Time will tell how it is all goes, for now my conclusion is that it is probably not the language that is 100% at fault, it is likely in large part attributable to the people that use it and promote it. And it will be a long time before I will be one of them, if ever.
If you've ever used UCSD-P with the dreaded P-code then you know roughly what I feel like about this job :)
Java got to be the COBOL of the 21st Century because of the boilerplate & etc, not despite it.
Immoral MegaCorporations like Java because they can segment large jobs and have armies of drones work on the small segments. Immoral MegaCorporations don't innately like productivity, they innately like Control Over Employees.
Uhh... it's not immoral to want manageable code. If any piece of code would depend on the programmer who wrote it, or require somebody in the top 10% then I'm sorry to say, but a lot less software would be written. It's not a perfect world, but I tend to value a workable compromise over an unworkable ideal.
If you're going to implicitly say that Java code is more "manageable" than alternatives, then you're going to have to provide citations, or at least meaningful stories of your experience.
The most important purpose of higher-level programming languages is to remove accidental complexities.
I can give you dozens of examples where Java fails to do that ... as opposed to other languages, some of them mainstream. Some examples ... nullable references, checked exceptions (which are a class of their own), no compile-time code contracts (the type-system is way too weak), concurrency based on shared state and mutexes, public/protected instance variables (with a god-awful getters/setters convention), no real closures (an anonymous class instantiation only captures final locals), no multi-dispatching (this could take care of half of all possible Java-related gotchas, at least), no pattern-matching operator (switch doesn't count). And the list can go on and on.
I've also worked on "big" code-bases written in Java. Some Java open-source libraries are truly beautiful, but these particular projects were not. On one of them it took one whole month to fix a bug that escaped us because of all the layers and all the boilerplate that was executing. This particular bug only happened like once a month, and debugging multi-threading Java code is a nightmare (I guess it could be worse).

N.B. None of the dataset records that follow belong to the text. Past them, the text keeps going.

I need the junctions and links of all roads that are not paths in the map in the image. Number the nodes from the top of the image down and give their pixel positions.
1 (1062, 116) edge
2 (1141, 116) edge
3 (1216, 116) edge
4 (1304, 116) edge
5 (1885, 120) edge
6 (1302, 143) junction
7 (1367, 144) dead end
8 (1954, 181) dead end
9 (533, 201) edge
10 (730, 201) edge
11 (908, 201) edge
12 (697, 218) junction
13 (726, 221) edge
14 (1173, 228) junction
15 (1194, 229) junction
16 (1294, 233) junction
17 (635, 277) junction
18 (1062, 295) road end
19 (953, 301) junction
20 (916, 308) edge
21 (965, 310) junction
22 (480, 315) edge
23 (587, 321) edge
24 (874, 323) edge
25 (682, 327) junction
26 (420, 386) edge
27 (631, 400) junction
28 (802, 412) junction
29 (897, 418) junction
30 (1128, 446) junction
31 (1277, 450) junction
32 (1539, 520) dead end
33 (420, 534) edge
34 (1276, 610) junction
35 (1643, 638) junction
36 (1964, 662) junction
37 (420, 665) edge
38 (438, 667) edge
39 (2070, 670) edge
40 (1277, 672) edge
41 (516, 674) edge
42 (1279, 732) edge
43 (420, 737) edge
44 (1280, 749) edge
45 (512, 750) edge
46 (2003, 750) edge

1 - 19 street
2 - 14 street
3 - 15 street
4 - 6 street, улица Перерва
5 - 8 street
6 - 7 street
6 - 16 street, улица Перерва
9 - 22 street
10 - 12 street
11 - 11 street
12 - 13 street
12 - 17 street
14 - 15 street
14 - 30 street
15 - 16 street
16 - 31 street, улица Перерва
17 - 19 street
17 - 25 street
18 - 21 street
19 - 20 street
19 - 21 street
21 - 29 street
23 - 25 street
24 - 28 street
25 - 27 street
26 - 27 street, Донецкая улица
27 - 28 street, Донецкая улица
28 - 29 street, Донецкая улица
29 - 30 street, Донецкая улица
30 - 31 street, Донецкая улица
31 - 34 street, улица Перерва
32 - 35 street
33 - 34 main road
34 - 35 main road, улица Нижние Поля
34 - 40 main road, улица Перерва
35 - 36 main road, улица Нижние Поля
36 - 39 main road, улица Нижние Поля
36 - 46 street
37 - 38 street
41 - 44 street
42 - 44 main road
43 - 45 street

Sorry, but this argument doesn't fly. I work in a Perl shop and not all programmers here are in "the top 10%" (I don't think either of us are). But with enough training and clear code-conventions (many of them coming from our community) ... our code base is quite manageable.
PS: I don't have anything against Java or Java programmers. I actually like it because of the available tools, libraries and because of the JVM, which is state-of-the-art.
You're having a blast hacking together your dynamic stuff without a care in the world. You love how you can type 3 less characters and get the same work done! Woo! High five! You have your repl setup so you can edit (and break) your website on the fly. Static typing? who needs it. Lets write our own type checking all over the code.
Meanwhile, people who don't care what is fashionable, are making awesome stuff in whatever language they assess does the job best.
For anyone who hates Java, I'd recommend:
I know it's ridiculous that at some point programmers may figure out that languages are largely irrelevant, but I hope it happens one day.Talking of languages "Dying" is also quite ridiculous. Languages are 'alive' as long as people use them. Guess what? If a new JVM is never released, it still solves a massive class of problems.
A good programmer beats a good <language> programmer IMHO.